We still haven't found the key that enabled the ancients to navigate this labyrinth and to keep their toolchains up to date while still making any progress in their daily work, not to mention recording such progress via darcs (in itself written in Haskell, and not free of troubles). Agent-based simulations of developer communities at arbitrary slices through the repositories show the majority of agents getting stuck in a recursive cycle of installing, debugging, and updating dependency chains without ever reaching a productive state, so we do know that we are missing some crucial information.
Several of my correspondents have come to favour the somewhat controversial theory that the general programmer in those days must have been substantially more intelligent than people are today. And it does make sense, in a way - I mean, if anyone had been the slightest bit bothered by all this complexity, surely someone would have tried to simplify things?
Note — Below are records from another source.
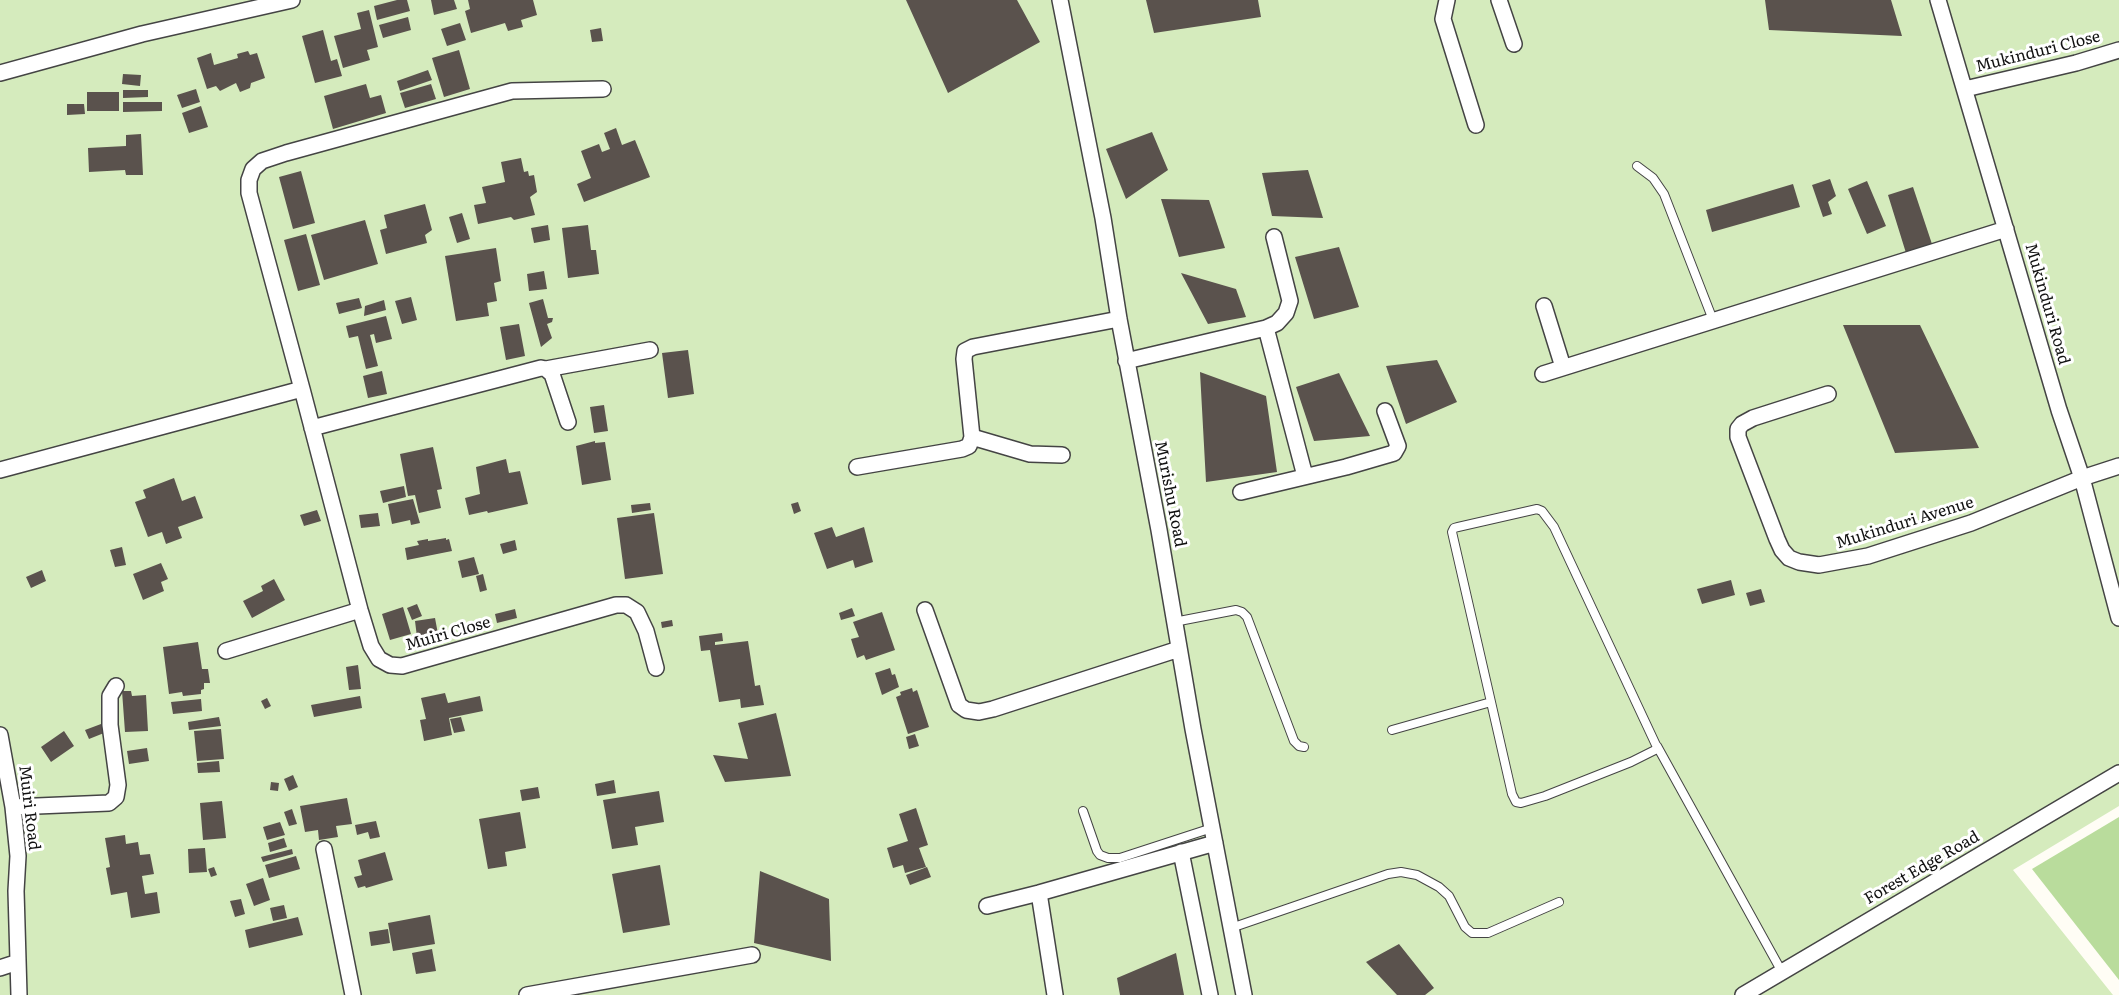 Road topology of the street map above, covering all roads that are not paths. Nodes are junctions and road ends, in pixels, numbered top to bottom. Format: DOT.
graph roads {
  1 [pos="292,0"];
  2 [pos="1060,0"];
  3 [pos="1447,0"];
  4 [pos="1499,0"];
  5 [pos="1938,0"];
  6 [pos="1514,44"];
  7 [pos="2119,50"];
  8 [pos="0,73"];
  9 [pos="603,89"];
  10 [pos="1965,89"];
  11 [pos="1476,125"];
  12 [pos="1637,166"];
  13 [pos="2006,229"];
  14 [pos="1274,237"];
  15 [pos="1544,306"];
  16 [pos="1119,319"];
  17 [pos="1713,321"];
  18 [pos="1266,328"];
  19 [pos="650,350"];
  20 [pos="1126,361"];
  21 [pos="1563,367"];
  22 [pos="546,369"];
  23 [pos="1543,374"];
  24 [pos="302,389"];
  25 [pos="1828,394"];
  26 [pos="1385,411"];
  27 [pos="567,422"];
  28 [pos="312,428"];
  29 [pos="972,437"];
  30 [pos="1062,455"];
  31 [pos="2119,466"];
  32 [pos="857,467"];
  33 [pos="0,470"];
  34 [pos="1305,476"];
  35 [pos="2082,478"];
  36 [pos="1241,492"];
  37 [pos="360,610"];
  38 [pos="926,610"];
  39 [pos="2119,618"];
  40 [pos="1174,622"];
  41 [pos="1179,649"];
  42 [pos="226,651"];
  43 [pos="656,668"];
  44 [pos="116,686"];
  45 [pos="1491,702"];
  46 [pos="1392,730"];
  47 [pos="0,735"];
  48 [pos="1656,745"];
  49 [pos="1304,747"];
  50 [pos="2119,773"];
  51 [pos="13,807"];
  52 [pos="1083,811"];
  53 [pos="1214,836"];
  54 [pos="324,849"];
  55 [pos="1180,852"];
  56 [pos="1039,893"];
  57 [pos="1559,902"];
  58 [pos="987,906"];
  59 [pos="1231,928"];
  60 [pos="752,955"];
  61 [pos="18,962"];
  62 [pos="0,968"];
  63 [pos="1782,972"];
  64 [pos="19,995"];
  65 [pos="353,995"];
  66 [pos="527,995"];
  67 [pos="1055,995"];
  68 [pos="1210,995"];
  69 [pos="1244,995"];
  70 [pos="1743,995"];
  1 -- 8 [label="street"];
  2 -- 16 [label="street, Murishu Road"];
  3 -- 11 [label="street"];
  4 -- 6 [label="street"];
  5 -- 10 [label="street, Mukinduri Road"];
  7 -- 10 [label="street, Mukinduri Close"];
  9 -- 24 [label="street, Muiri Close"];
  10 -- 13 [label="street, Mukinduri Road"];
  12 -- 17 [label="lane"];
  13 -- 17 [label="street"];
  13 -- 35 [label="street, Mukinduri Road"];
  14 -- 18 [label="street"];
  15 -- 21 [label="street"];
  16 -- 20 [label="street, Murishu Road"];
  16 -- 29 [label="street"];
  17 -- 21 [label="street"];
  18 -- 20 [label="street"];
  18 -- 34 [label="street"];
  19 -- 22 [label="street"];
  20 -- 40 [label="street, Murishu Road"];
  21 -- 23 [label="street"];
  22 -- 27 [label="street"];
  22 -- 28 [label="street"];
  24 -- 28 [label="street, Muiri Close"];
  24 -- 33 [label="street"];
  25 -- 35 [label="street, Mukinduri Avenue"];
  26 -- 34 [label="street"];
  28 -- 37 [label="street, Muiri Close"];
  29 -- 30 [label="street"];
  29 -- 32 [label="street"];
  31 -- 35 [label="street"];
  34 -- 36 [label="street"];
  35 -- 39 [label="street, Mukinduri Road"];
  37 -- 42 [label="street"];
  37 -- 43 [label="street, Muiri Close"];
  38 -- 41 [label="street"];
  40 -- 41 [label="street, Murishu Road"];
  40 -- 49 [label="lane"];
  41 -- 53 [label="street, Murishu Road"];
  44 -- 51 [label="street"];
  45 -- 46 [label="lane"];
  45 -- 48 [label="lane"];
  45 -- 48 [label="lane"];
  47 -- 51 [label="street, Muiri Road"];
  48 -- 63 [label="lane"];
  50 -- 63 [label="street, Forest Edge Road"];
  51 -- 61 [label="street, Muiri Road"];
  52 -- 53 [label="lane"];
  53 -- 55 [label="street"];
  53 -- 59 [label="street, Murishu Road"];
  54 -- 65 [label="street"];
  55 -- 56 [label="street"];
  55 -- 68 [label="street"];
  56 -- 58 [label="street"];
  56 -- 67 [label="street"];
  57 -- 59 [label="lane"];
  59 -- 69 [label="street, Murishu Road"];
  60 -- 66 [label="street"];
  61 -- 62 [label="street"];
  61 -- 64 [label="street, Muiri Road"];
  63 -- 70 [label="street, Forest Edge Road"];
} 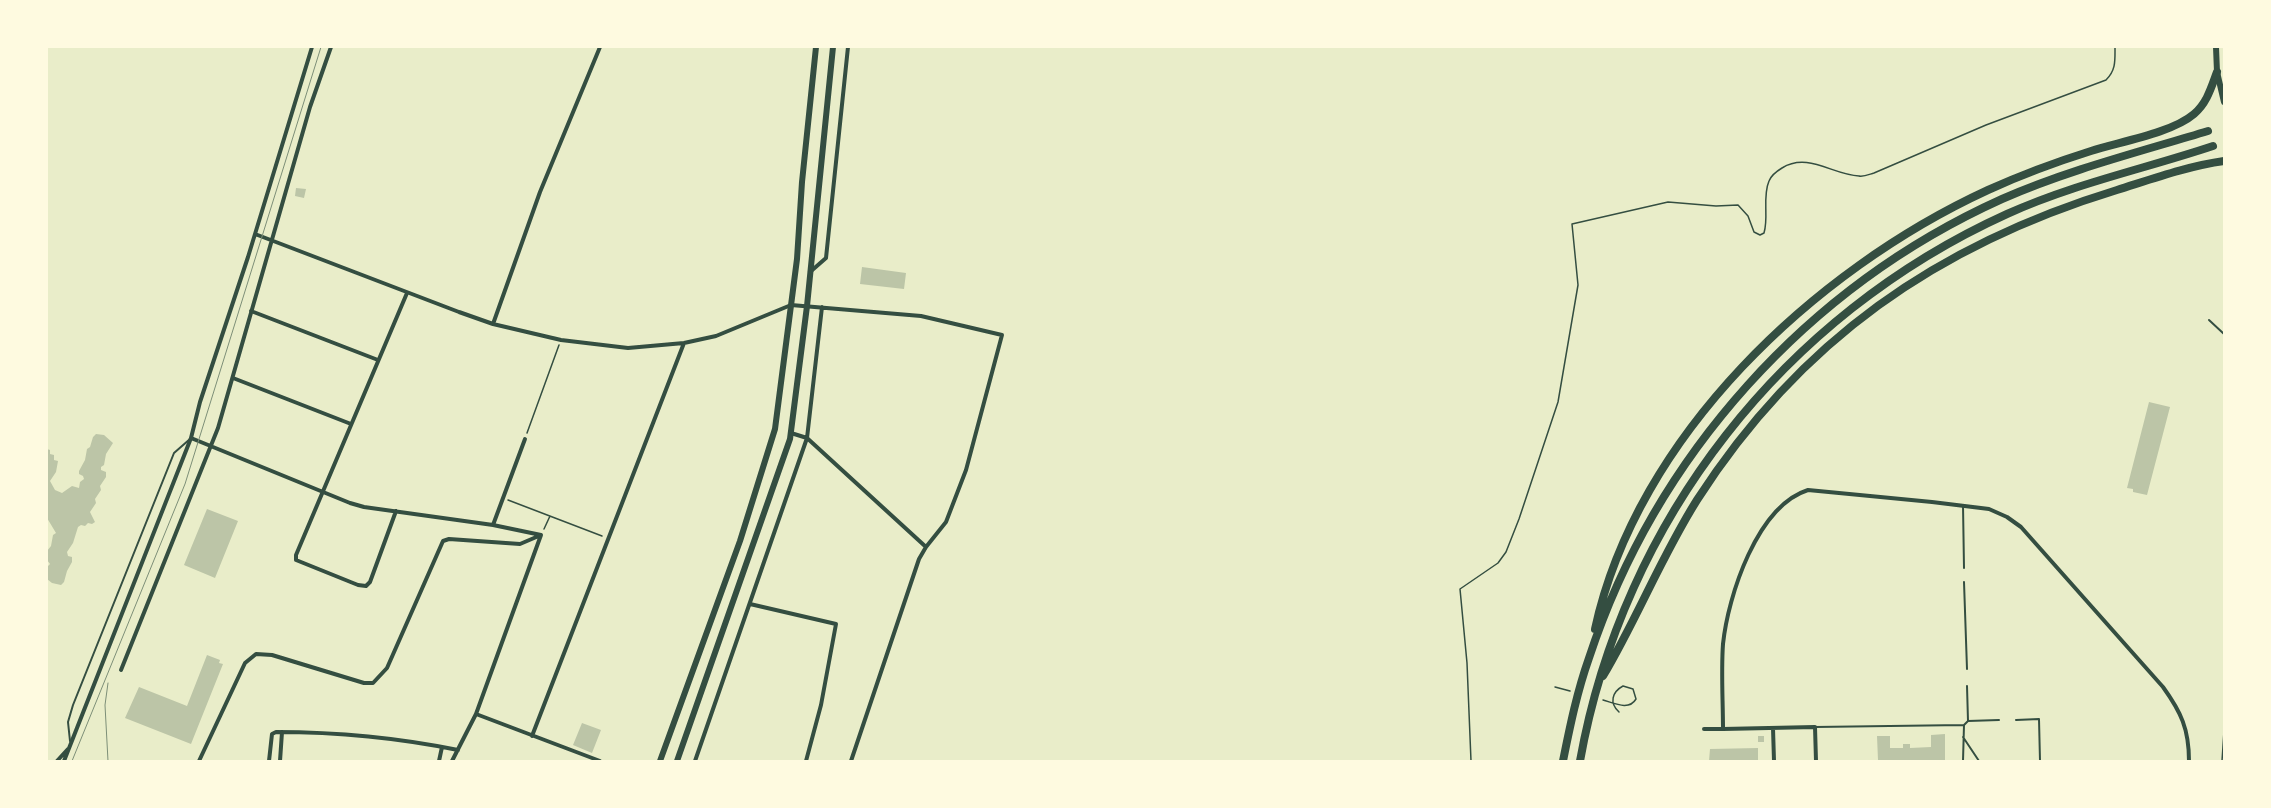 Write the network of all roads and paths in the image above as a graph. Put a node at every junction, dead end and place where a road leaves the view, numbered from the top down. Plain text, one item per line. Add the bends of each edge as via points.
1 (312, 47) edge
2 (331, 47) edge
3 (600, 47) edge
4 (816, 47) edge
5 (833, 47) edge
6 (848, 47) edge
7 (2115, 47) edge
8 (2216, 47) edge
9 (2217, 72) junction
10 (2224, 102) edge
11 (2208, 131) dead end
12 (2213, 146) dead end
13 (2224, 161) edge
14 (255, 234) junction
15 (272, 239) junction
16 (810, 273) junction
17 (407, 293) junction
18 (791, 305) junction
19 (807, 306) junction
20 (822, 308) junction
21 (251, 311) junction
22 (2209, 320) dead end
23 (493, 324) junction
24 (2224, 334) edge
25 (561, 340) junction
26 (684, 343) junction
27 (378, 360) junction
28 (233, 378) junction
29 (351, 424) junction
30 (791, 433) junction
31 (191, 438) junction
32 (807, 438) junction
33 (525, 439) joint
34 (211, 448) junction
35 (321, 493) junction
36 (503, 498) junction
37 (1963, 505) junction
38 (396, 511) junction
39 (550, 516) junction
40 (493, 525) junction
41 (541, 535) junction
42 (608, 539) junction
43 (926, 546) junction
44 (1964, 568) dead end
45 (1964, 582) dead end
46 (750, 604) junction
47 (1588, 659) junction
48 (1967, 669) dead end
49 (121, 670) dead end
50 (1967, 686) dead end
51 (1596, 687) junction
52 (1622, 706) dead end
53 (1618, 712) dead end
54 (476, 714) junction
55 (1999, 720) dead end
56 (2016, 720) dead end
57 (1968, 721) junction
58 (1964, 725) junction
59 (1815, 727) junction
60 (1773, 728) junction
61 (1723, 729) junction
62 (1704, 730) dead end
63 (2224, 731) edge
64 (282, 732) junction
65 (532, 736) junction
66 (1963, 736) junction
67 (71, 746) junction
68 (442, 747) junction
69 (458, 750) junction
70 (57, 761) edge
71 (64, 761) edge
72 (199, 761) edge
73 (269, 761) edge
74 (280, 761) edge
75 (439, 761) edge
76 (452, 761) edge
77 (600, 761) edge
78 (660, 761) edge
79 (677, 761) edge
80 (695, 761) edge
81 (806, 761) edge
82 (851, 761) edge
83 (1471, 761) edge
84 (1563, 761) edge
85 (1580, 761) edge
86 (1774, 761) edge
87 (1816, 761) edge
88 (1963, 761) edge
89 (1979, 761) edge
90 (2040, 761) edge
91 (2190, 761) edge
92 (2222, 761) edge

1 - 14 street
2 - 15 street via 310,107
3 - 23 street via 540,192
4 - 18 main road
5 - 16 main road
6 - 16 street via 826,258
7 - 83 path via 2115,66 2106,80 1986,125 1874,173 1859,176 1812,163 1799,162 1786,166 1769,182 1767,226 1760,235 1754,232 1748,216 1738,204 1716,206 1668,202 1572,224 1578,284 1558,402 1506,552 1498,563 1460,589 1467,663
8 - 9 main road
9 - 10 main road
9 - 47 highway via 2206,101 2188,119 2166,129 2034,170 1947,210 1866,260 1833,284 1781,330 1721,392 1684,437 1662,471 1623,545 1602,594
11 - 47 highway via 2056,178 1975,212 1889,261 1809,324 1776,354 1732,402 1707,432 1669,488 1627,564
12 - 51 highway via 2091,183 2008,213 1910,266 1820,334 1744,411 1682,495 1639,573
13 - 51 highway via 2082,201 2005,230 1915,280 1834,340 1775,398 1720,467 1682,525 1620,648
14 - 15 street
14 - 31 street via 200,402
15 - 17 street
15 - 21 street
16 - 19 main road
17 - 23 street
17 - 27 street
18 - 19 street
18 - 26 street via 716,336
18 - 78 main road via 775,429 740,541
19 - 20 street
19 - 30 main road
20 - 32 street
20 - 43 street via 921,316 1002,335 966,470 946,522
21 - 27 street
21 - 28 street
22 - 24 lane
23 - 25 street
25 - 26 street via 628,348
25 - 33 path
26 - 42 street
27 - 29 street
28 - 29 street
28 - 34 street
29 - 35 street
30 - 32 street
30 - 79 main road
31 - 34 street
31 - 67 street
31 - 67 lane via 174,453 73,705 68,722
32 - 43 street
32 - 46 street
33 - 36 street
34 - 35 street
34 - 49 street
35 - 38 street via 364,508
35 - 38 street via 296,560 358,585 366,586 370,582
36 - 39 path
36 - 40 street
37 - 44 lane
37 - 61 street via 1819,490 1808,490 1790,498 1765,528 1747,557 1728,614 1722,666
37 - 91 street via 1989,509 2021,527 2178,708 2187,729
38 - 40 street
39 - 41 path
39 - 42 path
40 - 41 street
41 - 54 street
41 - 72 street via 520,544 449,539 443,541 387,668 373,683 364,683 272,655 256,654 245,663
42 - 65 street
43 - 82 street via 919,559
45 - 48 lane
46 - 80 street
46 - 81 street via 836,624 821,705
47 - 84 highway
50 - 57 lane
51 - 85 highway
52 - 53 path via 1633,704 1636,699 1636,693 1628,686 1622,686 1614,693 1614,706
54 - 65 street
54 - 69 street
55 - 57 lane
56 - 90 lane via 2039,719
57 - 58 lane
58 - 59 lane
58 - 66 lane
59 - 60 street
59 - 87 street
60 - 61 street
60 - 86 street
61 - 62 street
63 - 92 path
64 - 68 street via 382,738
64 - 73 street via 272,734
64 - 74 street
65 - 77 street
66 - 88 lane
66 - 89 lane
67 - 70 street
67 - 71 street
68 - 69 street
68 - 75 street
69 - 76 street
Of course, my work has not all been happy progress: for instance, while there really was an 'evil mangler', the equally persistent rumour that GHC was named after some scottish town has turned out to be a wild goose chase (cf Appendix GC); my colleagues in dirt archeology assure me there was no town called 'glorious'. The 'real' archeologists, as they call themselves, had a field day laughing about my gullability there. Still, there are so many burried treasures in this area - just waiting to be investigated."
Dr Tolduso is currently working on a follow-on project, "Haskell by committee - design and syntax through the ages".
Dept. of Software Archeology, University of New Atlantis
(for immediate release)